**Dataset records**:
------------------------------------------------------------------------
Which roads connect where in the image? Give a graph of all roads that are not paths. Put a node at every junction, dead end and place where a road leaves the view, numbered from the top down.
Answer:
------------------------------------------------------------------------
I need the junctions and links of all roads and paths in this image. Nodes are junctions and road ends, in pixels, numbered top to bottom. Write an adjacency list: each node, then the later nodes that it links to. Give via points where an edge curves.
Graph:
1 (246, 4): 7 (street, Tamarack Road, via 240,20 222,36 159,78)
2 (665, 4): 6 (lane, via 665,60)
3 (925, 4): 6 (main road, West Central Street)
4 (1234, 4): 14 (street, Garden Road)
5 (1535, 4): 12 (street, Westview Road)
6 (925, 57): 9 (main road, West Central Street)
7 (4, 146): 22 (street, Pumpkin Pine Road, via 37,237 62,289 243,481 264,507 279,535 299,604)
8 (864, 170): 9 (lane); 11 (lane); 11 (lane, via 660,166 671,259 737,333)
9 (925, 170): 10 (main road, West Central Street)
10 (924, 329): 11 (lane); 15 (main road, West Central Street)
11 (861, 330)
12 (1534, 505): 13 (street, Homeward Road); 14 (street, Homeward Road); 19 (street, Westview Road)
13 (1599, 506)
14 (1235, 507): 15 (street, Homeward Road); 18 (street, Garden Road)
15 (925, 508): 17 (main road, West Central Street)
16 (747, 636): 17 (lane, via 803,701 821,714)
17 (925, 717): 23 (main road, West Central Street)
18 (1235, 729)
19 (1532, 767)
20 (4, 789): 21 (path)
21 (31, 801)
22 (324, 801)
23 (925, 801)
------------------------------------------------------------------------
**Exercise details**:
Return every line from the entries above that includes the word "roads".

**The completed task**:
Which roads connect where in the image? Give a graph of all roads that are not paths. Put a node at every junction, dead end and place where a road leaves the view, numbered from the top down.
I need the junctions and links of all roads and paths in this image. Nodes are junctions and road ends, in pixels, numbered top to bottom. Write an adjacency list: each node, then the later nodes that it links to. Give via points where an edge curves.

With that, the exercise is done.